The president just meant the acting attorney general isn't "a friend" he’s known for "his entire life,” Conway said.
LOADINGERROR LOADING

Top White House adviser Kellyanne Conway on Sunday said President Donald Trump has met several times over the last year with Matt Whitaker, contradicting the president’s claim last week that he “didn’t know” the newly appointed acting attorney general.

Trump suggested Friday that he hadn’t met Whitaker, his controversial pick to replace Jeff Sessions at the helm of the Justice Department and a major critic of special counsel Robert Mueller’s investigation into Russian interference in the 2016 election.

“I don’t know Matt Whitaker,” Trump told reporters on the White House lawn Friday. “Matt Whitaker worked for Jeff Sessions and he was extremely highly thought of and he still is.

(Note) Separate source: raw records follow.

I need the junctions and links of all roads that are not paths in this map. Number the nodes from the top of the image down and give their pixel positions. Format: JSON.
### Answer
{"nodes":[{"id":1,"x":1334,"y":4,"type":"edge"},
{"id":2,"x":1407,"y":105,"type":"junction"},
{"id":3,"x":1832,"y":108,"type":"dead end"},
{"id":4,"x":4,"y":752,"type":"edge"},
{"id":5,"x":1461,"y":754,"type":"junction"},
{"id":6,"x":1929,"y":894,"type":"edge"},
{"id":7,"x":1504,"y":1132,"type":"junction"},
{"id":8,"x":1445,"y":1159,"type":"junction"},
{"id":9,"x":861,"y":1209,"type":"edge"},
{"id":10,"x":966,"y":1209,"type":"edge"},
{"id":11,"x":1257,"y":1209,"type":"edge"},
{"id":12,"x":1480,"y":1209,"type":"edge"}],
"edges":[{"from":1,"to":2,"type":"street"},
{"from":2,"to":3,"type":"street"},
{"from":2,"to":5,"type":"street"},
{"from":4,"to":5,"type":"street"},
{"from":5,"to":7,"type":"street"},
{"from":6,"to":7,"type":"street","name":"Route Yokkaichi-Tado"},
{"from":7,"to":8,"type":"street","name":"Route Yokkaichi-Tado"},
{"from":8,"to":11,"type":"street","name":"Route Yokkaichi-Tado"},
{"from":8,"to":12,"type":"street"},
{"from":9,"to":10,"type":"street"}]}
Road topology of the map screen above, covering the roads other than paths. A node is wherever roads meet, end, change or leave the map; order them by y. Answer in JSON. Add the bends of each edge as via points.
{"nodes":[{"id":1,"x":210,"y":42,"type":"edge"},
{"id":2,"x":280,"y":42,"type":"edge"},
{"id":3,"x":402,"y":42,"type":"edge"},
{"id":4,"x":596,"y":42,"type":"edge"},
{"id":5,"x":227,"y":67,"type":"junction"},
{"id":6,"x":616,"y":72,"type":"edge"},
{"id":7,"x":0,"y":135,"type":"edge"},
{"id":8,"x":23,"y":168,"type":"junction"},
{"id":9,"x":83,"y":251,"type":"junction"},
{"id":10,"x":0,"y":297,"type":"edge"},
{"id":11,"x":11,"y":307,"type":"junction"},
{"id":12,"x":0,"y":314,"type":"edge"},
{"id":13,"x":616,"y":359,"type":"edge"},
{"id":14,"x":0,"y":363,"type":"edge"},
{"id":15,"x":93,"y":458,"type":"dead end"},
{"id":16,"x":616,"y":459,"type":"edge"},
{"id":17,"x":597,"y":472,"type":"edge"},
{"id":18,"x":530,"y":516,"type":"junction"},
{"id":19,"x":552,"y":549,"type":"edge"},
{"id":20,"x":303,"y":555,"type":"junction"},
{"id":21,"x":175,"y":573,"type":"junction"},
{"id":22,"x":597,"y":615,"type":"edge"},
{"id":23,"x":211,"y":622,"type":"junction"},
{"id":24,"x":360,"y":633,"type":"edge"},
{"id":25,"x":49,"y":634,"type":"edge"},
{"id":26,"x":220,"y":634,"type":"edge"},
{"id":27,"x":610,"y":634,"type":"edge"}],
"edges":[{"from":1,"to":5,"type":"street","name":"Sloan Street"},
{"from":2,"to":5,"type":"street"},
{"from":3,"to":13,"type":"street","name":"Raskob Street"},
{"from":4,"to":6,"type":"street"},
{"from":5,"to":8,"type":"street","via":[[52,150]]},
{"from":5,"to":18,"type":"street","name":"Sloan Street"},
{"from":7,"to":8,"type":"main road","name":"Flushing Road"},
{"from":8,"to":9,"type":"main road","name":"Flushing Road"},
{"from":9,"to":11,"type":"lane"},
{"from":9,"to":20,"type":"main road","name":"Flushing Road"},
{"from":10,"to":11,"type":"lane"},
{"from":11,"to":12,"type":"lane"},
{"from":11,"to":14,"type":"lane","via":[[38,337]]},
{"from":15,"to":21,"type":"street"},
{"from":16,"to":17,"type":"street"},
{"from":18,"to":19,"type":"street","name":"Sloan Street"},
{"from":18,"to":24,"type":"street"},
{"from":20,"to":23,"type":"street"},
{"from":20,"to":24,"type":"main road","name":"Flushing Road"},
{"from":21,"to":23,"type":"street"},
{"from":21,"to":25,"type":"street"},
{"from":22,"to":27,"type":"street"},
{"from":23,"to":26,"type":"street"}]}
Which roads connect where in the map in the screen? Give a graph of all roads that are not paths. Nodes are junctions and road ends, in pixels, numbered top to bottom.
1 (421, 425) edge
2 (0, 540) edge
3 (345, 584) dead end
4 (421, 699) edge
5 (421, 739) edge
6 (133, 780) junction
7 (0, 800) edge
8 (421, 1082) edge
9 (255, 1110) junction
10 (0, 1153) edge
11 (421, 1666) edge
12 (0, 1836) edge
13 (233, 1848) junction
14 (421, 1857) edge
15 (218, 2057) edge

But I didn’t know Matt Whitaker.”

But that’s not what Trump told “Fox & Friends” last month.

“I can tell you Matt Whitaker’s a great guy,” the president had told the hosts of his favorite cable news program. “I mean, I know Matt Whitaker.”

After being shown a clip of Trump’s Whitaker comments on “Fox & Friends,” Conway told “Fox News Sunday” that the president did indeed know Whitaker ― and that he somehow hadn’t meant to suggest otherwise last week.

“The president does know Matt Whitaker, has gotten to know him over the course of the last year since he has been the chief of staff to the attorney general,” Conway told Fox News’ Chris Wallace.

“The president’s point is it’s not like he’s putting a friend in there who he’s known for his entire life,” she continued. “He’s putting somebody who has been working at the Department of Justice for 13 months now in a very senior position.”

Trump announced Sessions’ resignation on Wednesday, after more than a year of the president publicly bashing the attorney general over his decision to recuse himself from overseeing Mueller’s probe.

Democratic lawmakers sharply criticized Whitaker’s appointment to lead the Justice Department, fearing Mueller’s critic could be readying to pull the plug on the Russia investigation.

Whitaker, before becoming Sessions’ chief of staff in September 2017, had suggested the Mueller probe could be a “witch hunt” and declared that there was no collusion between Trump and Russia during the election.

“I could see a scenario where Jeff Sessions is replaced with a recess appointment and that attorney general does not fire Bob Mueller, but he just reduces his budget to so low that his investigation grinds to almost a halt,” Whitaker said in a July 2017 interview with CNN.

When asked if Trump knew of Whitaker’s opposition to the Russia probe before appointing him acting attorney general, Conway told Wallace that she wasn’t sure.

“I’m not aware of that because it’s not even clear to me that Mr. Whitaker has been briefed on the Mueller investigation,” Conway said. “He has been the chief of staff to a recused attorney general.”

Wallace continued to press Conway, asking how Whitaker could “fairly oversee” the Mueller investigation given his prior comments. But Conway downplayed the acting attorney general’s past criticism of the investigation.

“We are so far past the period in which those comments were made by Matt Whitaker as a private citizen,” said Conway, adding that the White House has been “nothing but compliant” with the special counsel’s team.

“The president has said he has not discussed the Mueller investigation with Whitaker,” she continued. “I’ve never been witness to them discussing it. And I’ll go a little bit farther, it would be a mistake to try to shut down the Mueller investigation, in the way that you describe it, because we’ve been so compliant.”